We note a bit of irony that Merkel/Germany pushing/imposing/dictating
their financial weight on other, weaker countries, may be the very
same kind of victim as Germany attempts to "repatriate" its gold. The
New York/London's official response, "It may take several years."
Unofficially, 'We ain't got it," long story short.
Those who have been buyers and holders of physical gold and silver
have been doing so precisely because of what has been developing
since the 1933 confiscation of gold in this country and the justifiable
distrust of all bankers. For those who have paper assets in banks,
[actually only digital assets, neither of which exist in reality], who are
not buying gold and/or silver, the time to do so is fast running out.
This is no longer about which asset is performing better? This is all
about which asset will preserve wealth the best. Gold has a 5,000 year history. Even the thieving central bankers are buying gold! Neither gold nor silver can be eaten, ridiculously said by the anti-PMs, but no one
eats fiat, either. It is exchanged for goods and services. Gold and
silver can be converted into fiat, as/when needed, and exchanged for
goods and services, too. The difference? It takes more and more paper fiat to buy the same ounce of gold or silver. PMs are not going up in
value. It is the fiat that continually goes down in perceived "value"
In that article link above, we also mentioned Black Swans. Let no one
ever say, "Who could have seen this coming?" when depositors, when
ALL citizens become further victimized by Wall Street and the insidious
banking elite.
For now, the thieves remain in control of the paper world. When that
control is lost, so will all opportunity to buy/hold physical gold and
silver at current gift levels, perhaps even at any level, without severe
government/banker intrusion/"tax" [aka theft].
Just as the banking elite, [call them whatever you want, we do not
care about semantics], used to "fix" Libor rates, [always to their
advantage], they still "fix" the prices of gold and silver at the end of
each day. From the pages of "Do as we say, not as we do," while
central casting bankers are buying gold and discouraging The People
from doing the same, here are how the current "fixings" look and what
the banker would have you "believe."
We like to include the monthly and weekly for consistency, looking for
subtle clues of change. The current channel TR lows are holding, and
we have discussed the potential for a turnaround for some time, but
none is apparent, and one cannot let sentiment, or even disgust with
controlling influences be a guide.
Buy physical gold, yes, and without waiting. As to the futures, not
yet, at least not without exposure and risk to unexpected sell-offs.
The rally of the past three weeks is more labored and the bars are
smaller, relative to when price declines faster with wider ranges lower.
The one message of certainty in the charts is that there is no sense of urgency in any rally effort.

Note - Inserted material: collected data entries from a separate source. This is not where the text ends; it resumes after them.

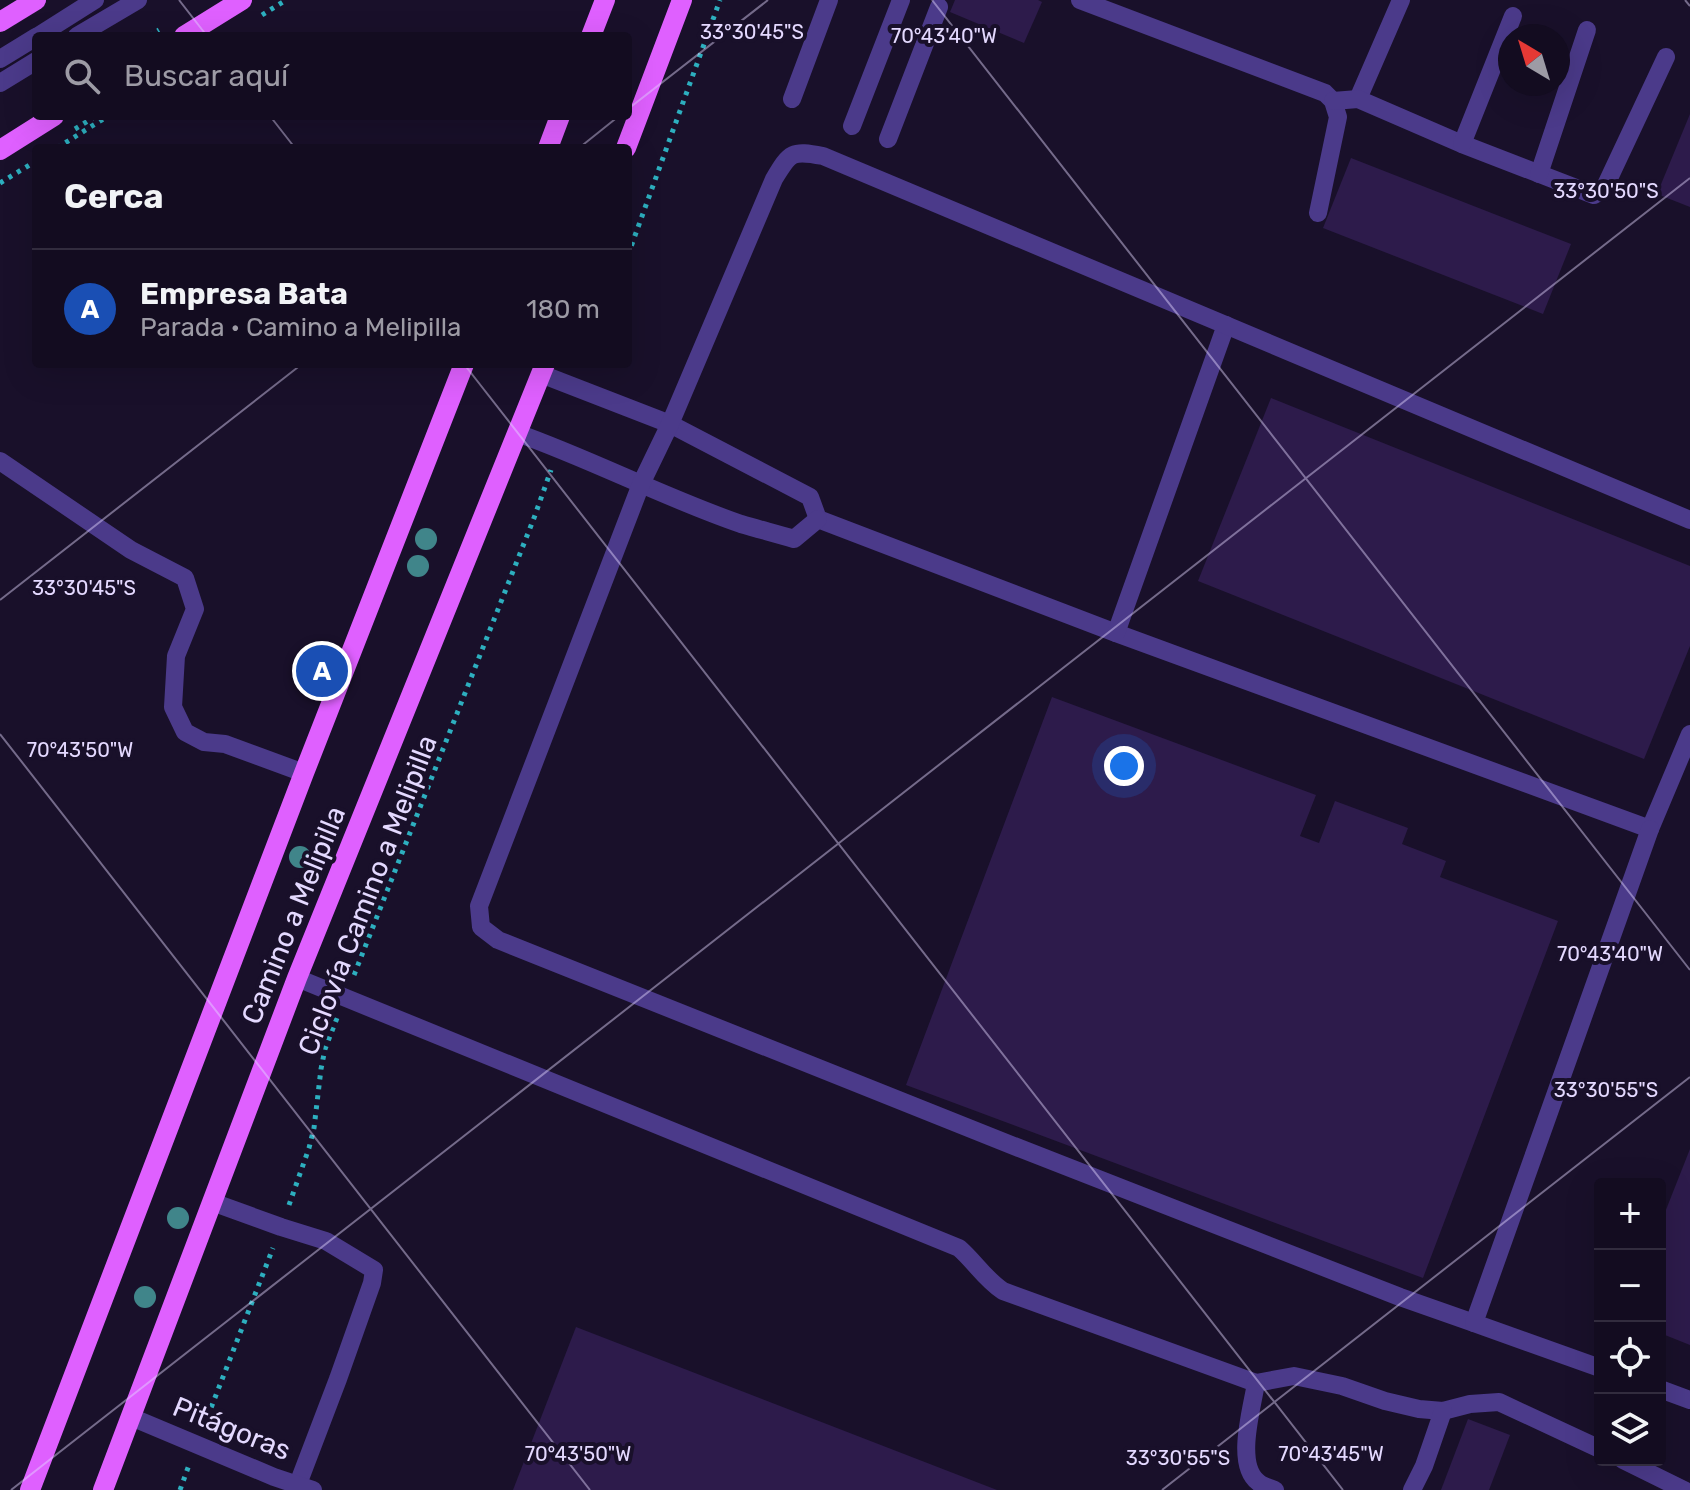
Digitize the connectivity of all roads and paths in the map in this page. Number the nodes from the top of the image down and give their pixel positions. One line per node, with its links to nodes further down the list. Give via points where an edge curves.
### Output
1 (36, 0): 14 (main road)
2 (95, 0): 16 (lane)
3 (138, 0): 17 (lane)
4 (242, 0): 18 (main road)
5 (605, 0): 19 (main road)
6 (682, 0): 35 (main road)
7 (720, 0): 40 (path)
8 (829, 0): 25 (lane)
9 (901, 0): 31 (lane)
10 (1080, 0): 27 (lane, via 1325,93)
11 (1401, 0): 26 (lane)
12 (934, 2): 32 (lane)
13 (1513, 16): 36 (lane)
14 (0, 22)
15 (1587, 30): 38 (lane)
16 (43, 32)
17 (84, 32)
18 (190, 32)
19 (593, 32)
20 (32, 39): 22 (lane)
21 (1666, 57): 38 (lane, via 1604,189 1594,195)
22 (0, 59)
23 (32, 63): 24 (lane)
24 (0, 83)
25 (792, 99)
26 (1358, 99): 27 (lane); 36 (lane)
27 (1333, 101): 39 (lane, via 1338,117)
28 (48, 120): 37 (main road)
29 (102, 120): 33 (path)
30 (558, 120): 34 (main road)
31 (852, 126)
32 (888, 139)
33 (63, 144)
34 (550, 144)
35 (628, 144)
36 (1462, 144): 38 (lane)
37 (0, 150)
38 (1539, 174)
39 (1318, 213)
40 (632, 244)
41 (1226, 325): 44 (lane, via 823,156 800,151 786,158 774,179); 50 (lane); 51 (lane)
42 (462, 368): 53 (main road, Camino a Melipilla)
43 (543, 369): 44 (lane); 45 (main road, Camino a Melipilla)
44 (670, 424): 48 (lane); 49 (lane, via 810,497)
45 (517, 433): 46 (lane); 55 (main road, Camino a Melipilla)
46 (559, 448): 48 (lane); 56 (path, Ciclovía Camino a Melipilla)
47 (0, 461): 53 (lane, via 131,550 185,578 195,609 176,656 173,707 185,732)
48 (641, 484): 49 (lane, via 794,539); 59 (lane, via 479,906 481,927 498,940)
49 (818, 519): 51 (lane)
50 (1690, 520)
51 (1116, 633): 54 (lane)
52 (1690, 734): 54 (lane)
53 (304, 773): 70 (main road, Camino a Melipilla)
54 (1650, 829): 59 (lane)
55 (297, 978): 56 (lane); 57 (main road, Camino a Melipilla)
56 (345, 997): 58 (path, Ciclovía Camino a Melipilla, via 325,1049 309,1148); 61 (lane, via 959,1248 1003,1291)
57 (212, 1202): 58 (lane); 65 (main road, Camino a Melipilla)
58 (281, 1227): 66 (path, Ciclovía Camino a Melipilla); 69 (lane, via 326,1241 374,1270)
59 (1474, 1323): 60 (lane)
60 (1594, 1366)
61 (1256, 1383): 64 (lane, via 1294,1376); 73 (lane, via 1247,1469 1258,1483)
62 (1666, 1391): 63 (lane)
63 (1690, 1400)
64 (1443, 1411): 67 (lane, via 1499,1402); 74 (lane)
65 (131, 1417): 66 (lane, Pitágoras); 71 (main road, Camino a Melipilla)
66 (197, 1446): 69 (lane, Pitágoras); 72 (path, Ciclovía Camino a Melipilla)
67 (1594, 1446)
68 (1635, 1466): 75 (lane)
69 (306, 1487)
70 (30, 1490)
71 (103, 1490)
72 (180, 1490)
73 (1275, 1490)
74 (1412, 1490)
75 (1684, 1490)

A small range bar, all of March, so far, says a lack of direction, up or
down. However, it is buyers who must prove an ability to control at
this juncture, not sellers.
We can make an encouraging case for price holding and not going
lower, but no case can be made for price going higher right now.
Patience.
The low of the January failed probe was not viewed as a swing low.

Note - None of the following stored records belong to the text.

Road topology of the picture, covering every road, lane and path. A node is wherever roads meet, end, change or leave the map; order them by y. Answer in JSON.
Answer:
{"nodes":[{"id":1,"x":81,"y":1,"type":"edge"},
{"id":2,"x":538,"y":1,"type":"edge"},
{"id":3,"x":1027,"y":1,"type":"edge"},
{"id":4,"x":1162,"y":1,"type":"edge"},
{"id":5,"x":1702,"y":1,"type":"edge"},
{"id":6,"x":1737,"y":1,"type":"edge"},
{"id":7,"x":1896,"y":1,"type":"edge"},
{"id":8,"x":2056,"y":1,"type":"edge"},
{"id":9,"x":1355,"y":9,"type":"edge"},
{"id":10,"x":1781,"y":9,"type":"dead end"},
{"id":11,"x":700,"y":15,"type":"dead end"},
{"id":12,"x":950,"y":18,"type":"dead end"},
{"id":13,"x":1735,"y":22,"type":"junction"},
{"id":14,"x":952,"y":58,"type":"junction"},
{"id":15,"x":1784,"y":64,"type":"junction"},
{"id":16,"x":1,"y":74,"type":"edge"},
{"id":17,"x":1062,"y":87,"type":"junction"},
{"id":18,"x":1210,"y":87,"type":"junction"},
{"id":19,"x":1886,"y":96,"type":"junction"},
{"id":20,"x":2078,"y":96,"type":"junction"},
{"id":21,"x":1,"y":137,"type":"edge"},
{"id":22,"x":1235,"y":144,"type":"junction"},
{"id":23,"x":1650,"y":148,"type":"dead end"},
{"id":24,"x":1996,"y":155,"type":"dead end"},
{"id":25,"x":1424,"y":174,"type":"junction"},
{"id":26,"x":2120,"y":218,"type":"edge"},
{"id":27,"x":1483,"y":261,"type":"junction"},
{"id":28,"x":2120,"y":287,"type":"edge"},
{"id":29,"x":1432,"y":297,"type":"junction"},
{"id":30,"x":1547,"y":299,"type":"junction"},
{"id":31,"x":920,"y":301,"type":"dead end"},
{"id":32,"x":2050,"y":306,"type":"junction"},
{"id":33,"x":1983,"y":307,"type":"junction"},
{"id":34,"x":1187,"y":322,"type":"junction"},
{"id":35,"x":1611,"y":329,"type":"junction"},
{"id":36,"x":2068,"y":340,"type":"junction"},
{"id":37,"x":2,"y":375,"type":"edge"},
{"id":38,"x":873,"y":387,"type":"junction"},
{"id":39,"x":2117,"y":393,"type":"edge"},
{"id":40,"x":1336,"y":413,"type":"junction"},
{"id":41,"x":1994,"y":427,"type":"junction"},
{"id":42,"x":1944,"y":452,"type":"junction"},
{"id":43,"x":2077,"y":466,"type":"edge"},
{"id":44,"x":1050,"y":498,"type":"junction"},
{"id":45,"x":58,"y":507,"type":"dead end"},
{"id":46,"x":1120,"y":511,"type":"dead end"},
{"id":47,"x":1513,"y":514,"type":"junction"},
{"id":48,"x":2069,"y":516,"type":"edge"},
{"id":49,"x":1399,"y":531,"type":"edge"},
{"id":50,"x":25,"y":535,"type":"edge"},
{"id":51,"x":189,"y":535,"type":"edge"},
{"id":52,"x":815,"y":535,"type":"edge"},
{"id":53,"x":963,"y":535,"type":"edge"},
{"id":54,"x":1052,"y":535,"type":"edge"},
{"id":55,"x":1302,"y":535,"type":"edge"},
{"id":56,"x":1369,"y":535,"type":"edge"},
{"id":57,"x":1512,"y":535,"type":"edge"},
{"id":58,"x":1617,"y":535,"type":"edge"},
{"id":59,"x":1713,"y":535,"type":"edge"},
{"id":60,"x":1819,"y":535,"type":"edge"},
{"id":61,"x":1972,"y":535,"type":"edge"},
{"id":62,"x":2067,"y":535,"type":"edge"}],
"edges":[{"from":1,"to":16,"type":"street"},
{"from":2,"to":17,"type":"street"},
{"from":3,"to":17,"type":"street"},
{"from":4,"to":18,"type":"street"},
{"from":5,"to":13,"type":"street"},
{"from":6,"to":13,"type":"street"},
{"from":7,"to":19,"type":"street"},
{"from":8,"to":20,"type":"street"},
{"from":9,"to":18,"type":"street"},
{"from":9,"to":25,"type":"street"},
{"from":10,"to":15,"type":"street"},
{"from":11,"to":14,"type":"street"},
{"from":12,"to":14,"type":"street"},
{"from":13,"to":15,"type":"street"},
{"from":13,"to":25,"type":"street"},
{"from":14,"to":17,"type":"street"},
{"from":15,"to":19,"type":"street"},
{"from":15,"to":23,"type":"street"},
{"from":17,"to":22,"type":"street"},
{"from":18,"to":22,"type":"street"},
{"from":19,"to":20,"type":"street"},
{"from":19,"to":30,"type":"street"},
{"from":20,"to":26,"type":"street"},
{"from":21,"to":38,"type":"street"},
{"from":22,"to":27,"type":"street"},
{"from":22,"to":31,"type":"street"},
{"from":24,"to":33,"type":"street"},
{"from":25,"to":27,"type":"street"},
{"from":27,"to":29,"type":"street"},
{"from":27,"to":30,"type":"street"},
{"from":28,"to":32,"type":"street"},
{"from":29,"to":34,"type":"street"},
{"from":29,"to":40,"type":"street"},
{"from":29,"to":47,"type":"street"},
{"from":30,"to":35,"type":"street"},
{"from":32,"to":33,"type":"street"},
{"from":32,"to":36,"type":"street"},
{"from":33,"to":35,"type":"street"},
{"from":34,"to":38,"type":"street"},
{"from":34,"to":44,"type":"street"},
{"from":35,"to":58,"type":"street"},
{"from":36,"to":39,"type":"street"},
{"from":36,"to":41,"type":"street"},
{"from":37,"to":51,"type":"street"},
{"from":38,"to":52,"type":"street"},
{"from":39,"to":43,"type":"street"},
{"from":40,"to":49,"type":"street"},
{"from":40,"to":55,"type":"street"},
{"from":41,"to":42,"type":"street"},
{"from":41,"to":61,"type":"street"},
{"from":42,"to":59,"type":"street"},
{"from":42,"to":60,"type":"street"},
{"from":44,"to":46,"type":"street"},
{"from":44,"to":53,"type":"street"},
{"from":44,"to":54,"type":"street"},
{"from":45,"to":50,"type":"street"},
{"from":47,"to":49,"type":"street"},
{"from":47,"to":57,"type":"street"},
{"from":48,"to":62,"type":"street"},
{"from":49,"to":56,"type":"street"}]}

One-time price exaggerations can result from the running of stops or
even an air pocket of excess, and are not true measures of support or resistance, from our perspective.
Based on this chart, the case is stronger for continuation lower than
for a rally. While either situation still has to be proven, it is the
downside momentum that gives the edge to sellers.
One important consideration to keep in mind: the central bankers that
are determined to discourage gold/silver as an alternative to their
endless issuing of fiat have a vested interest in seeing the lows of the
18 month, and counting, trading ranges in gold/silver violated with new lows in order to punish weak longs, take out a huge build-up of stops,
and deflate holders' expectations for higher prices.
There used to be a game show on television called, "Who Do You
Trust?" It is an apt question to be asking yourself in today's more
treacherous financial environment as it pertains to banks and bankers.